Et le royaume de Dieu s’étend brillant comme à l’origine, sans avoir plus à redouter aucune invasion des cohortes du Diable. L’ordre premier est rétabli entièrement et pour toujours.

4o L’Église manichéenne. — Suivant une tradition que connaît saint Augustin, et que rapportent d’autres auteurs, par exemple Agapius, Photius, Pierre de Sicile, Mani avait eu douze apôtres, comme le Christ. Ces derniers écrivains donnent même les noms de ces douze apôtres de Mani : Sisinnius et Thomas, Bouddas et Hermas, Adamas ou Adas et Adimante, Hiérax, Héraclide et Aphthonius, Agapius, Zarouas et Gabriabius. Photius, Contra man., 1, 14, P. G., t. CII, col. 41 : Pierre de Sicile, Hist. man., 16, P. G., t. cv, col. 1265. Ces noms semblent très peu sûrs ; et leur énumération, en trois séries binaires suivie de deux séries ternaires, est fort suspecte. Comme les Acta Archelai, 13, p. 22, mentionnent seulement trois disciples de Mani, Addas, Thomas et Hermas, il est vraisemblable que la liste primitive comprenait quatre séries de trois noms chacune. Ainsi Mani reproduisait-il l’exemple du Père de la lumière, entouré dès l’origine de douze éons répartis en quatre triades, et celui du troisième messager assisté lui aussi par ses douze vertus.

À l’exemple de Mani, la religion manichéenne avait à sa tête douze Maîtres soumis eux-mêmes à un premier chef. D’après An-Nadim la religion sainte comprend cinq degrés : celui des Maîtres, ce sont les fils de la douceur ; celui des Illuminés du soleil, ce sont les fils de la science ; celui des Prêtres, ce sont les fils de l’intelligence ; celui des véridiques, ce sont les fils du secret ; celui des Auditeurs, ce sont les fils de l’examen. Flügel, Mani, p. 95.
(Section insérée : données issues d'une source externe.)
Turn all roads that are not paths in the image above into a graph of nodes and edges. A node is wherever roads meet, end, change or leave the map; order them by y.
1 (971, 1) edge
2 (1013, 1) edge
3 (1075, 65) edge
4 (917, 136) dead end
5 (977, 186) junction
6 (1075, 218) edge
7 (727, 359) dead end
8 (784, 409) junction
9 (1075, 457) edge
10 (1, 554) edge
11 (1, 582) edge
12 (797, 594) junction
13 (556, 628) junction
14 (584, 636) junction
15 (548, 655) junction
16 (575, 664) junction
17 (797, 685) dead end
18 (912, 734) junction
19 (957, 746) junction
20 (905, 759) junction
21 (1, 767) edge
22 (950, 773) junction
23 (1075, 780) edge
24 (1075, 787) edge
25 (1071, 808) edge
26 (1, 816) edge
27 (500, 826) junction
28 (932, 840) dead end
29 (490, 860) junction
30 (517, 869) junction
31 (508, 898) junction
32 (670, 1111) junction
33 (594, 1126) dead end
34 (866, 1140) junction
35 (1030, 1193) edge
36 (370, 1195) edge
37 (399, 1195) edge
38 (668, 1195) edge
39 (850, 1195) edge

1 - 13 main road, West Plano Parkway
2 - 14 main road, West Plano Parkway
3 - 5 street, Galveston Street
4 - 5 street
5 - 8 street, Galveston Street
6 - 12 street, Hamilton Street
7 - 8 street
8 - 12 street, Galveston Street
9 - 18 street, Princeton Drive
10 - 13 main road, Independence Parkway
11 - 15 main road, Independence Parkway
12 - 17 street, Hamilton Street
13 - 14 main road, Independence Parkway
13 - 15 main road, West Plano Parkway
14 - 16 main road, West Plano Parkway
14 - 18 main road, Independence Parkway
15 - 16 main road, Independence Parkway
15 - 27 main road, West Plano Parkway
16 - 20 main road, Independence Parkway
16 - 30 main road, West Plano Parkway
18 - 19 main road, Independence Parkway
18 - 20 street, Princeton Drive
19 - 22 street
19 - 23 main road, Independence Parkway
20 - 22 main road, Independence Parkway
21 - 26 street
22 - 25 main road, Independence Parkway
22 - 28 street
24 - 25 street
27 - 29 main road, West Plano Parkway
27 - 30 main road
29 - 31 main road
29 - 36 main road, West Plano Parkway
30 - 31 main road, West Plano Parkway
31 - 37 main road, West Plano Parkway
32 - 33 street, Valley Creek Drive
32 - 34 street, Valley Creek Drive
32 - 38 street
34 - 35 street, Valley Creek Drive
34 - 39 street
Le chef suprême du manichéisme est l’iman, qui en principe, réside à Babylone. Nous avons vu qu’à une certaine date, l’iman fut obligé de transférer sa résidence à Samarcand. An-Nadim nous fait connaître les noms de plusieurs imans, et dans la liste qu’il donne des épîtres de Mani sont insérés les titres de nombreuses lettres d’imans. Le traité manichéen de Touen-houang signale de la même manière un chef de la religion, É. Chavannes et P. Pelliot, dans le Journal asiat., Xe sér., t. xviii, p. 581, et n. 4 ; et un autre texte chinois nous fait voir le roi de la religion complimentant les Ouïgours. Ibid., XIe sér., t. i, p. 195.
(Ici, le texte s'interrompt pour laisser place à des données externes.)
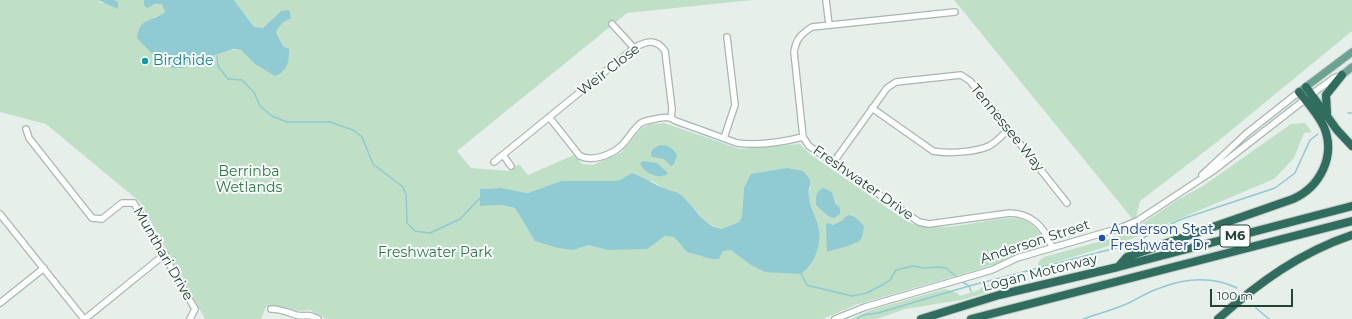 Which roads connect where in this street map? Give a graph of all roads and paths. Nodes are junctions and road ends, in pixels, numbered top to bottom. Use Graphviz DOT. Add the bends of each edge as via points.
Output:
graph roads {
  1 [pos="826,0"];
  2 [pos="956,12"];
  3 [pos="612,24"];
  4 [pos="829,25"];
  5 [pos="727,37"];
  6 [pos="634,48"];
  7 [pos="1352,52"];
  8 [pos="1352,68"];
  9 [pos="1342,75"];
  10 [pos="1302,89"];
  11 [pos="1308,97"];
  12 [pos="872,108"];
  13 [pos="1327,116"];
  14 [pos="549,117"];
  15 [pos="671,118"];
  16 [pos="26,129"];
  17 [pos="1008,129"];
  18 [pos="803,137"];
  19 [pos="724,138"];
  20 [pos="1352,146"];
  21 [pos="503,155"];
  22 [pos="494,162"];
  23 [pos="833,163"];
  24 [pos="511,166"];
  25 [pos="1197,181"];
  26 [pos="1067,203"];
  27 [pos="1352,206"];
  28 [pos="1,217"];
  29 [pos="1352,221"];
  30 [pos="1352,235"];
  31 [pos="1052,247"];
  32 [pos="165,254"];
  33 [pos="1118,267"];
  34 [pos="44,268"];
  35 [pos="0,303"];
  36 [pos="271,309"];
  37 [pos="298,317"];
  38 [pos="85,319"];
  39 [pos="190,319"];
  40 [pos="318,319"];
  41 [pos="835,319"];
  42 [pos="921,319"];
  43 [pos="971,319"];
  44 [pos="1218,319"];
  1 -- 4 [label="street"];
  2 -- 4 [label="street, Freshwater Drive"];
  3 -- 6 [label="street"];
  4 -- 18 [label="street, Freshwater Drive" via="812,27 796,42 794,52"];
  5 -- 19 [label="street" via="735,105"];
  6 -- 14 [label="street, Weir Close"];
  6 -- 15 [label="street, Weir Close" via="643,43 653,42 660,44 665,51"];
  7 -- 10 [label="main road, Anderson Street"];
  8 -- 9 [label="main road, Anderson Street"];
  9 -- 11 [label="street, Anderson Street"];
  9 -- 13 [label="highway" via="1326,95"];
  10 -- 11 [label="highway"];
  10 -- 25 [label="street, Anderson Street" via="1247,133"];
  11 -- 13 [label="highway"];
  11 -- 25 [label="street, Anderson Street"];
  11 -- 33 [label="highway" via="1322,124 1327,144 1326,164 1320,178 1312,187 1293,200 1127,257"];
  12 -- 17 [label="street" via="932,151 944,154 984,148"];
  12 -- 17 [label="street, Tennessee Way" via="887,88 896,82 961,75 970,81"];
  12 -- 23 [label="street, Tennessee Way"];
  13 -- 20 [label="highway"];
  14 -- 15 [label="street" via="580,156 587,159 593,159 621,146 639,124"];
  14 -- 21 [label="street, Weir Close"];
  15 -- 19 [label="street"];
  16 -- 32 [label="street, Munthari Drive" via="29,138 92,218 102,219 122,203 134,203"];
  17 -- 26 [label="street, Tennessee Way"];
  18 -- 19 [label="street" via="746,144"];
  18 -- 23 [label="street, Freshwater Drive" via="809,146"];
  21 -- 22 [label="street, Weir Close"];
  21 -- 24 [label="street"];
  23 -- 31 [label="street, Freshwater Drive" via="919,222 929,224 1010,212 1021,213 1042,226"];
  25 -- 31 [label="street, Anderson Street" via="1128,225"];
  27 -- 33 [label="highway, Logan Motorway / M6"];
  28 -- 34 [label="street"];
  29 -- 43 [label="highway, Logan Motorway / M6"];
  30 -- 44 [label="highway" via="1324,246 1287,266 1249,292"];
  31 -- 41 [label="street, Anderson Street" via="973,276 865,307"];
  32 -- 38 [label="street"];
  32 -- 39 [label="street, Munthari Drive" via="195,309"];
  33 -- 42 [label="highway, Logan Motorway / M6" via="998,295"];
  34 -- 35 [label="street"];
  34 -- 38 [label="street"];
  36 -- 37 [label="street" via="288,311"];
  37 -- 40 [label="street" via="309,314"];
}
Sur les douze maîtres, qui remplaçaient les douze apòtres de Mani, S. Augustin, De hæres., 46, P. L., t. XLII, col. 38, nous avons fort peu de renseignements ; nous savons surtout qu’ils étaient les chefs des évêques, au nombre de 72. Ce chiffre lui-même rappelle celui des disciples du Christ. Les évêques manichéens — Fauste de Milève était l’un d’eux à la fin du ive siècle — avaient la charge d’ordonner les prêtres et les diacres. Les textes chinois nous font connaître de hauts dignitaires de l’Église manichéenne auxquels ils donnent les noms de moucho et de fou-to-tan. On pourrait identifier les premiers avec les maîtres et les seconds avec les évêques.

Au-dessous des évêques, il y a des prêtres et des diacres. Fortunat, le contradicteur malheureux d’Augustin, était un prêtre manichéen établi à Hippone. Somme toute, cette hiérarchie, où l’on retrouve les souvenirs de l’Évangile, est manifestement calquée sur la hiérarchie catholique. Elle constitue un des points par lesquels les manichéens se rapprochaient le plus du christianisme.
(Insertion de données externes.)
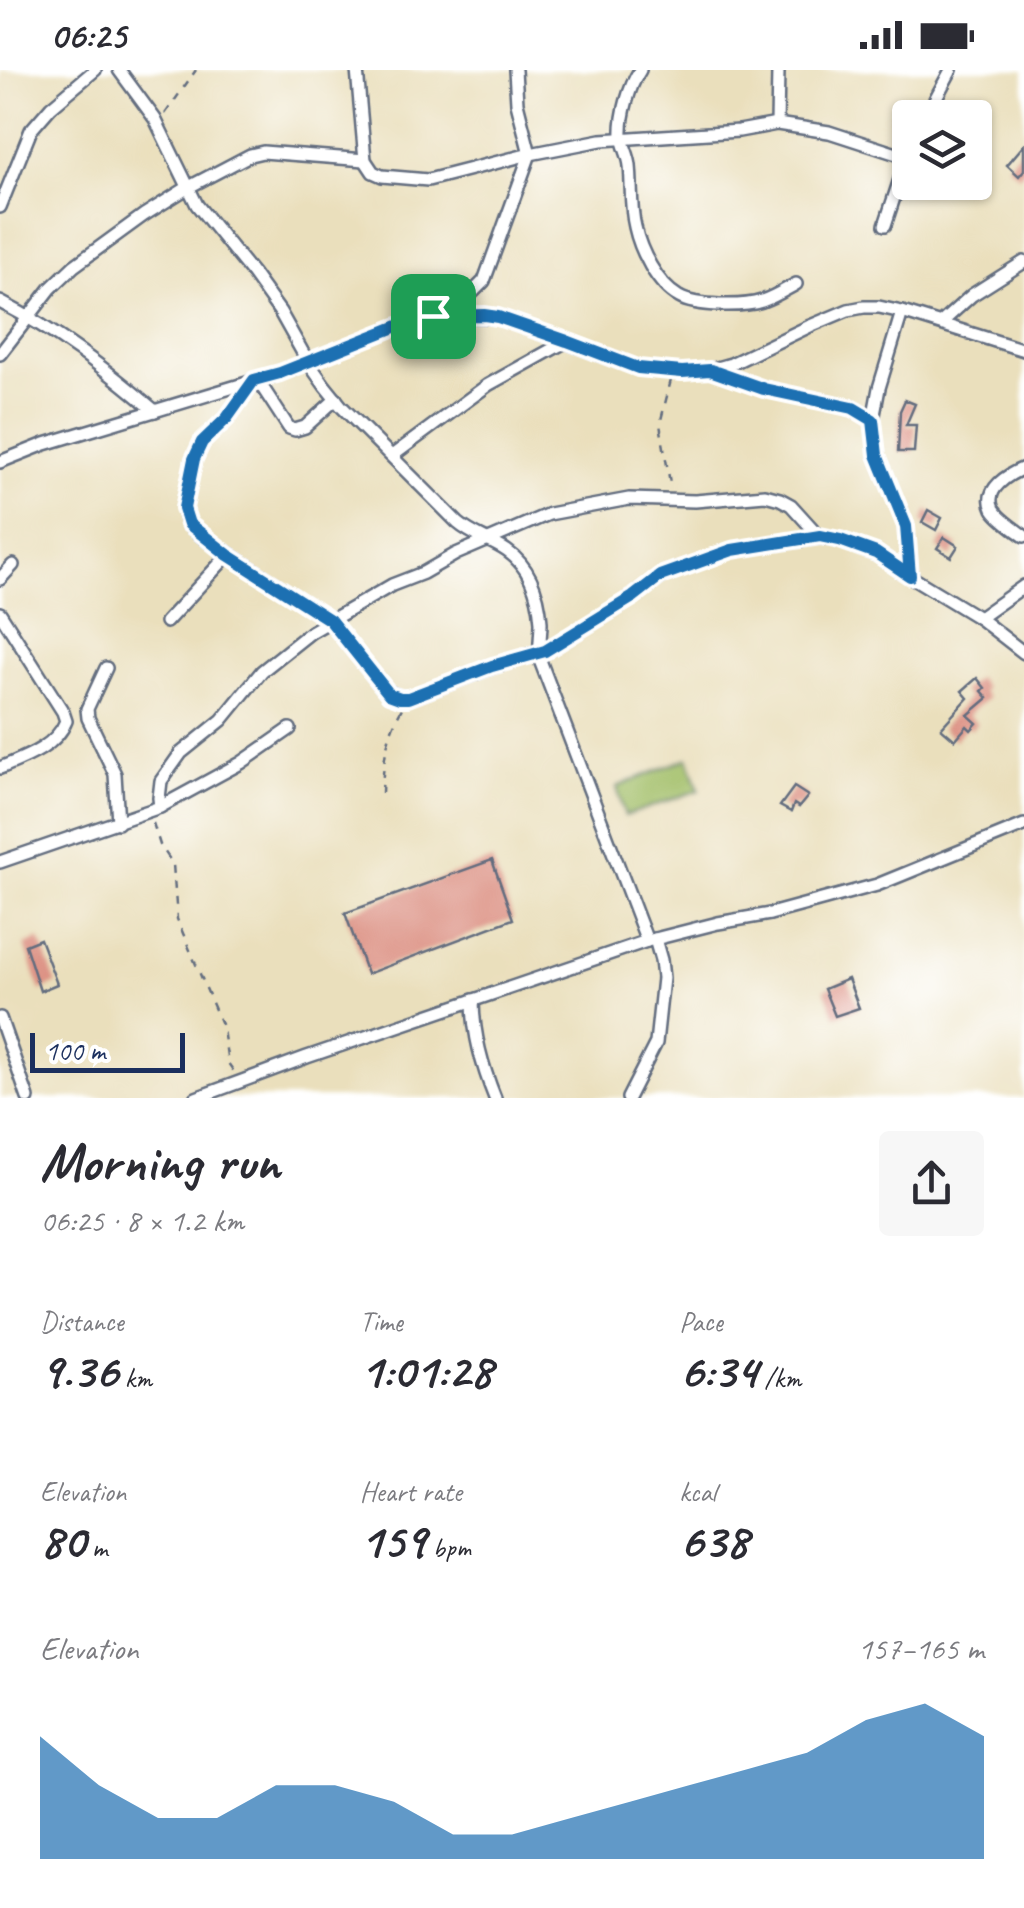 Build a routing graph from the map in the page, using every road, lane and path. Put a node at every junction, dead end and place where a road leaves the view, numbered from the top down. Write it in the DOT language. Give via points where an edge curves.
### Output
graph roads {
  1 [pos="95,70"];
  2 [pos="119,70"];
  3 [pos="196,70"];
  4 [pos="357,70"];
  5 [pos="514,70"];
  6 [pos="640,70"];
  7 [pos="778,70"];
  8 [pos="951,70"];
  9 [pos="935,100"];
  10 [pos="157,124"];
  11 [pos="777,124"];
  12 [pos="622,138"];
  13 [pos="892,149"];
  14 [pos="530,154"];
  15 [pos="365,160"];
  16 [pos="187,188"];
  17 [pos="893,200"];
  18 [pos="0,207"];
  19 [pos="885,225"];
  20 [pos="1024,262"];
  21 [pos="796,284"];
  22 [pos="0,302"];
  23 [pos="902,312"];
  24 [pos="433,316"];
  25 [pos="29,318"];
  26 [pos="941,323"];
  27 [pos="567,341"];
  28 [pos="1024,350"];
  29 [pos="0,354"];
  30 [pos="308,362"];
  31 [pos="710,370"];
  32 [pos="672,372"];
  33 [pos="255,380"];
  34 [pos="336,399"];
  35 [pos="156,411"];
  36 [pos="873,420"];
  37 [pos="392,456"];
  38 [pos="0,462"];
  39 [pos="1024,468"];
  40 [pos="670,500"];
  41 [pos="820,536"];
  42 [pos="1024,536"];
  43 [pos="486,541"];
  44 [pos="228,555"];
  45 [pos="13,565"];
  46 [pos="910,576"];
  47 [pos="0,579"];
  48 [pos="1024,586"];
  49 [pos="0,613"];
  50 [pos="979,618"];
  51 [pos="330,620"];
  52 [pos="166,622"];
  53 [pos="539,652"];
  54 [pos="1024,653"];
  55 [pos="106,668"];
  56 [pos="408,698"];
  57 [pos="290,730"];
  58 [pos="0,768"];
  59 [pos="382,793"];
  60 [pos="160,807"];
  61 [pos="145,814"];
  62 [pos="118,823"];
  63 [pos="1024,826"];
  64 [pos="0,862"];
  65 [pos="651,940"];
  66 [pos="473,1000"];
  67 [pos="0,1018"];
  68 [pos="0,1054"];
  69 [pos="15,1064"];
  70 [pos="244,1080"];
  71 [pos="28,1098"];
  72 [pos="196,1098"];
  73 [pos="495,1098"];
  74 [pos="628,1098"];
  1 -- 18 [label="street" via="31,130"];
  2 -- 10 [label="street"];
  3 -- 10 [label="path"];
  4 -- 15 [label="street"];
  5 -- 14 [label="street"];
  6 -- 12 [label="street"];
  7 -- 11 [label="street"];
  8 -- 9 [label="street"];
  10 -- 16 [label="street"];
  11 -- 12 [label="street"];
  11 -- 13 [label="street"];
  12 -- 14 [label="street"];
  12 -- 21 [label="street" via="637,235 676,296 745,304"];
  14 -- 15 [label="street" via="428,180 382,176"];
  14 -- 24 [label="street" via="484,281"];
  15 -- 16 [label="street" via="263,152"];
  16 -- 25 [label="street" via="74,266"];
  16 -- 30 [label="street"];
  17 -- 19 [label="street"];
  20 -- 26 [label="street"];
  22 -- 25 [label="street"];
  23 -- 26 [label="street"];
  23 -- 31 [label="street" via="848,310"];
  23 -- 36 [label="street"];
  24 -- 27 [label="street" via="498,317"];
  24 -- 30 [label="street"];
  25 -- 29 [label="street"];
  25 -- 35 [label="street"];
  26 -- 28 [label="street"];
  27 -- 32 [label="street" via="638,368"];
  27 -- 37 [label="street" via="488,385"];
  30 -- 33 [label="street"];
  30 -- 34 [label="street"];
  31 -- 32 [label="street"];
  31 -- 36 [label="street" via="853,408"];
  32 -- 40 [label="path" via="660,424"];
  33 -- 34 [label="street" via="294,430"];
  33 -- 35 [label="street"];
  33 -- 44 [label="street" via="198,450 184,500 189,524"];
  34 -- 37 [label="street"];
  35 -- 38 [label="street"];
  36 -- 46 [label="street" via="877,455 906,526"];
  37 -- 43 [label="street" via="458,524"];
  39 -- 42 [label="street" via="998,485 991,500 994,511"];
  40 -- 41 [label="street" via="764,495 792,505"];
  40 -- 43 [label="street" via="563,510"];
  41 -- 46 [label="street" via="876,553"];
  41 -- 53 [label="street" via="732,550 660,576"];
  43 -- 51 [label="street"];
  43 -- 53 [label="street" via="514,556 528,574 540,616"];
  44 -- 51 [label="street"];
  44 -- 52 [label="street"];
  45 -- 47 [label="street"];
  46 -- 50 [label="street"];
  48 -- 50 [label="street"];
  49 -- 58 [label="street" via="66,721 58,736"];
  50 -- 54 [label="street"];
  51 -- 56 [label="street" via="384,689"];
  51 -- 60 [label="street" via="262,671 222,720 181,753 162,781"];
  53 -- 56 [label="street"];
  53 -- 65 [label="street"];
  55 -- 62 [label="street" via="86,709 115,774"];
  56 -- 59 [label="path" via="389,736"];
  57 -- 60 [label="street"];
  60 -- 61 [label="street"];
  61 -- 62 [label="street"];
  61 -- 70 [label="path" via="172,864 177,918 223,1029 228,1062"];
  62 -- 64 [label="street"];
  63 -- 65 [label="street" via="878,885"];
  65 -- 66 [label="street"];
  65 -- 74 [label="street" via="662,978 656,1044"];
  66 -- 70 [label="street"];
  66 -- 73 [label="street" via="478,1050"];
  67 -- 69 [label="street"];
  68 -- 69 [label="street"];
  69 -- 71 [label="street"];
  70 -- 72 [label="street"];
}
Un autre trait de ressemblance se trouve dans les sacrements manichéens. Ceux-ci sont au nombre de deux, le baptême et l’eucharistie. Le baptême est réservé aux élus. Les auditeurs sont donc, dans l’Église manichéenne, regardés seulement comme des catéchumènes. Par le baptême sont remis les péchés et les grandes souillures. Cf. S. Augustin, Contra Faust., v, 3 ; Contra Felic., 1, 10, P. L., t. XLII, col. 221, col. 533 ; traité de Touen-houang, dans le Journal asiat., Xe sér., t. xviii, p. 587. Turribius d’Astorga, P. L., t. liv, col. 694, prétend que les manichéens se servaient d’huile pour administrer le baptême, et de fait nous savons qu’ils regardaient l’huile comme une substance purifiante. S. Augustin, De mor. man., 39, P. L., t. XXXI, col. 1362. Il semble pourtant probable que le baptême manichéen était donné dans l’eau. L’eucharistie, elle aussi, est réservée aux élus. S. Augustin, Contra Fortunat., 3, 1. xiii, col. 114. Mais nous avons fort peu de renseignements sur ses éléments et sur la manière dont ils étaient consacrés. La formule grecque d’abjuration, qui est un document tardif, anathématise les gens qui rejettent la conversion du précieux sang et du corps du Christ, tout en faisant semblant de l’accepter, et lui substituent mentalement les discours doctrinaux du Christ, sur la seule communication desquels il aurait dit, d’après eux, aux Apôtres : Prenez, mangez et buvez. » P. G., t. 1, col. 1469. Mais le reproche ici adressé aux manichéens d’entendre l’eucharistie dans un sens purement symbolique est peu vraisemblable. On a supposé qu’à côté du pain, les manichéens consacraient de l’eau, par laquelle ils remplaçaient le vin, regardé comme particulièrement impur. P. Alfaric, L’évolution intellectuelle de saint Augustin, p. 133, n. 2. Cette hypothèse est du moins probable, mais on aimerait la voir confirmée par des textes précis. Au témoignage d’Augustin, à l’eucharistie manichéenne se mêlaient parfois d’ignobles pratiques : le saint docteur rappelle que les catholiques reprochaient à leurs adversaires de manger en guise d’eucharistie un pain immonde, une masse de farine aspergée d’un liquide impur. De hæres., 46, t. XLII, col. 36. Les manichéens, il est vrai, niaient les faits allégués, et récemment on a essayé de diminuer la valeur des témoignages rapportés par saint Augustin ; P. Alfaric, op. cit., p. 165, n. 1. Il semble pourtant difficile de n’en tenir aucun compte.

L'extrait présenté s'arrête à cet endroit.